Eppure, la storia non è solo quella di un declino. È anche quella di un’evoluzione. Gli italiani leggono meno, è vero, ma leggono anche in modo diverso. I fumetti e le graphic novel, che un tempo erano relegati a una nicchia, ora trovano un pubblico crescente, soprattutto tra i giovani. L’8% degli italiani sopra i 14 anni li ha letti nell’ultimo anno, con una netta prevalenza maschile. È un segnale: forse le generazioni più giovani cercano altre forme di narrazione, più visive, più immediate.
Poi ci sono gli audiolibri, un fenomeno che sta iniziando a farsi strada anche qui, nella nostra Italia lenta ad accogliere le innovazioni. Solo il 5,3% li ascolta, ma la loro ascesa è inevitabile in un mondo che ama camminare con gli auricolari nelle orecchie, dove la parola scritta si trasforma in voce per accompagnare chi corre, guida o cucina.
E che dire del modo in cui ci informiamo? È qui che si vede il vero cambio di passo. Nel 2010, la televisione era regina incontrastata. Oltre l’80% degli italiani si informava davanti al piccolo schermo. Oggi, quel numero è sceso al 65%, e tra i giovani sotto i trent’anni è ancora più basso. La stampa, dal canto suo, ha subito un tracollo drammatico: gli edicolanti, figure quasi mitologiche della vita cittadina, stanno scomparendo a ritmo vertiginoso.

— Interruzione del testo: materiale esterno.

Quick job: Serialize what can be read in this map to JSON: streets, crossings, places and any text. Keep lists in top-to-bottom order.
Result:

Al loro posto, sono arrivate le piattaforme digitali. Smartphone in mano, gli italiani scrollano le notizie sui social media: Facebook per i più anziani, TikTok per i più giovani, Instagram per chi sta nel mezzo. Più del 70% degli italiani è attivo sui social, ma solo una minoranza legge articoli completi. La maggior parte si ferma ai titoli, ai video brevi, ai frammenti. Non c’è tempo, sembra. Eppure, mai come oggi abbiamo accesso a un oceano di informazioni.

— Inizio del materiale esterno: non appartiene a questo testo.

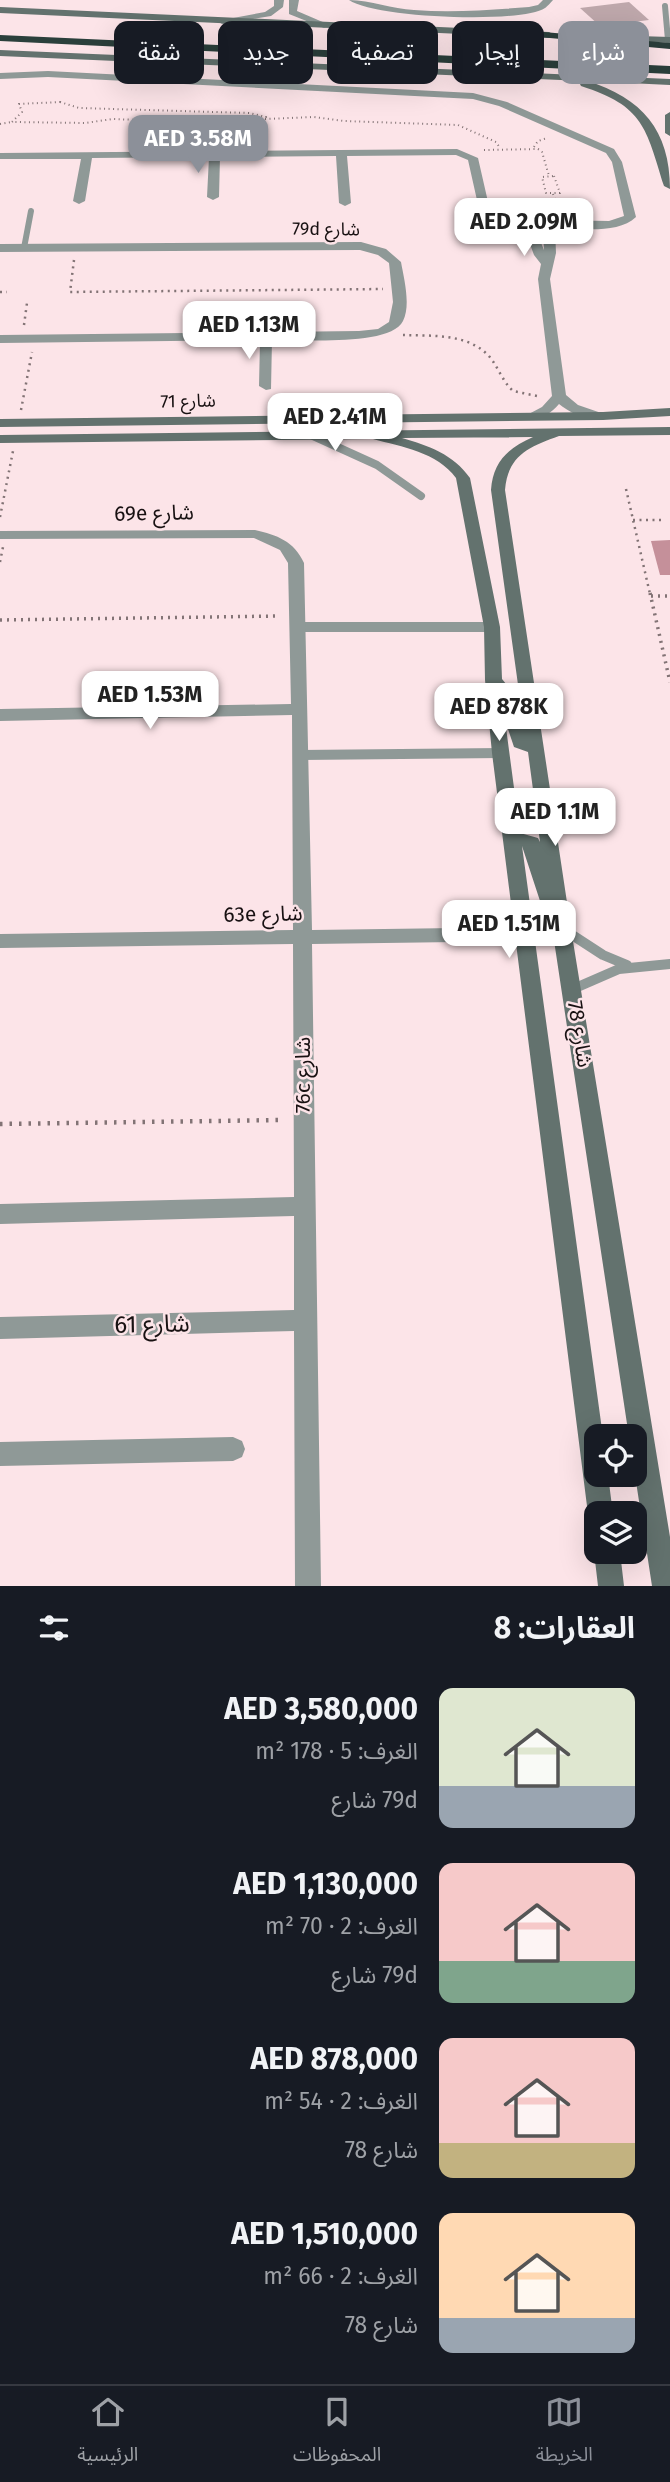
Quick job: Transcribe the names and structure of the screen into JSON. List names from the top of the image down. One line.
{"streets":{"street":["79d شارع","شارع 71","69e شارع","63e شارع","شارع 78","76c شارع","شارع 61"]},"crossings":[["شارع 71","شارع 78"],["69e شارع","76c شارع"],["63e شارع","شارع 78"],["63e شارع","76c شارع"],["76c شارع","شارع 61"]],"page":{"chip":["شراء","إيجار","تصفية","جديد","شقة"],"price":["AED 3.58M","AED 2.09M","AED 1.13M","AED 2.41M","AED 1.53M","AED 878K","AED 1.1M","AED 1.51M"],"heading":"العقارات: 8","list":[{"name":"AED 3,580,000","note":"الغرف: 5 · 178 m² · 79d شارع"},{"name":"AED 1,130,000","note":"الغرف: 2 · 70 m² · 79d شارع"},{"name":"AED 878,000","note":"الغرف: 2 · 54 m² · شارع 78"},{"name":"AED 1,510,000","note":"الغرف: 2 · 66 m² · شارع 78"}],"tabs":["الخريطة","المحفوظات","الرئيسية"]}}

C’è però un paradosso in tutto questo. L’Italia è una nazione che legge poco, eppure scrive moltissimo. Sui social, chiunque può essere un narratore, un cronista, un opinionista. È una democrazia della parola che affascina e spaventa. Il rischio è che, in questa giungla di contenuti, si perda il valore del pensiero critico, della riflessione profonda che solo la lettura di un buon libro, o di un lungo articolo, può offrire.
E le generazioni? Ah, le generazioni. È qui che il contrasto si fa più netto. I giovani, quelli nati con uno schermo in mano, vedono il libro come un oggetto quasi esotico. Lo smartphone, con la sua luce blu e le sue app irresistibili, è il loro portale verso il mondo. Gli anziani, invece, restano fedeli alle loro abitudini: giornali al bar, TV accesa per il telegiornale delle otto. Ma anche loro, piano piano, stanno cedendo al fascino del digitale.

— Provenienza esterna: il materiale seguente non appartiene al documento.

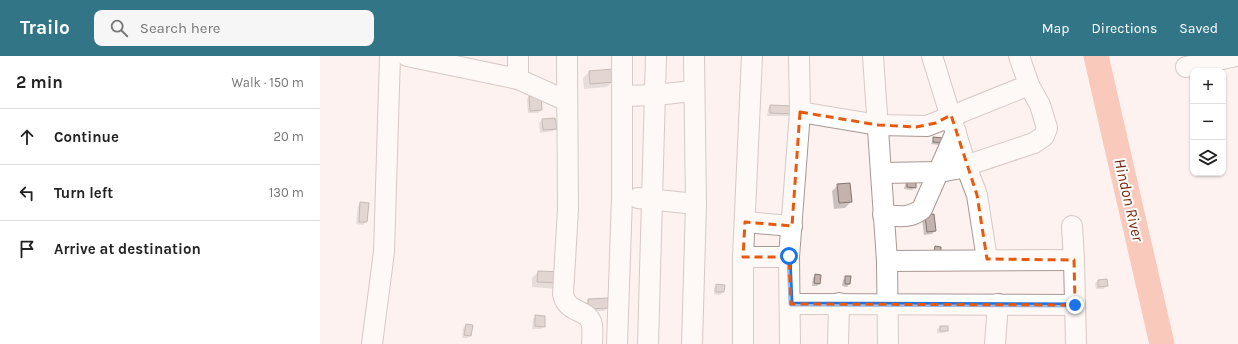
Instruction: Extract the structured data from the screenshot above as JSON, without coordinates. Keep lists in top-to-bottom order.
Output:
{
  "water": ["Hindon River"],
  "page": {
    "header": "Trailo",
    "search": "Search here",
    "nav": ["Map", "Directions", "Saved"],
    "heading": ["2 min", "Walk · 150 m"],
    "map_buttons": ["+", "−"],
    "list": [
      ["Continue", "20 m"],
      ["Turn left", "130 m"],
      "Arrive at destination"
    ]
  }
}
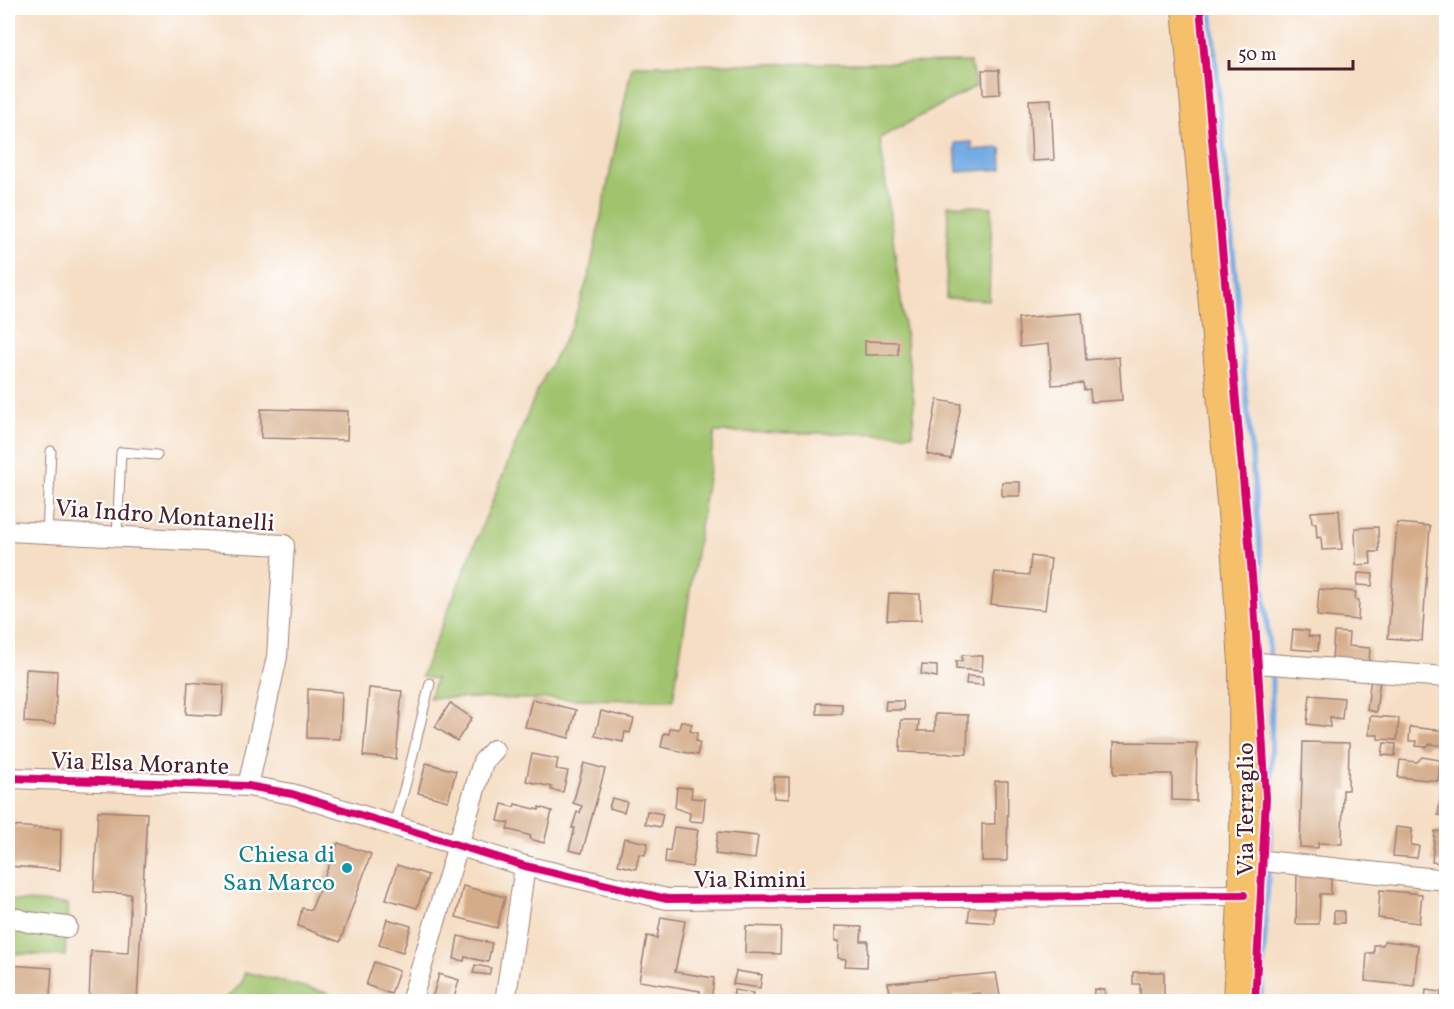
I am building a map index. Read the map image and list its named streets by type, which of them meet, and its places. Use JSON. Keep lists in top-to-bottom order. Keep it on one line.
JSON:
{"streets":{"main road":["Via Terraglio"],"street":["Via Indro Montanelli","Via Elsa Morante","Via Rimini"]},"crossings":[["Via Indro Montanelli","Via Elsa Morante"],["Via Elsa Morante","Via Rimini"],["Via Terraglio","Via Rimini"]],"places":["Chiesa di San Marco"],"scale_bar":"50 m"}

E così l’Italia cambia, si evolve, ma non senza rimpianti. Perché ogni volta che un’edicola chiude, o una libreria abbassa le serrande, è un pezzo della nostra storia che se ne va. Eppure, c’è speranza. Nei mercatini dell’usato, i libri continuano a passare di mano in mano. Nei gruppi online, le comunità di lettori crescono. E nei parchi, qualcuno, ancora oggi, si ferma a leggere.
Forse, in fondo, non è la lettura che sta morendo, ma solo il suo modo di manifestarsi. La sfida, per noi italiani, è capire come fare convivere la saggezza del passato con le opportunità del futuro. Non sarà facile, ma vale la pena provarci. Perché, come diceva Italo Calvino: “Un classico è un libro che non ha mai finito di dire quel che ha da dire”. E forse, lo stesso si può dire del nostro popolo.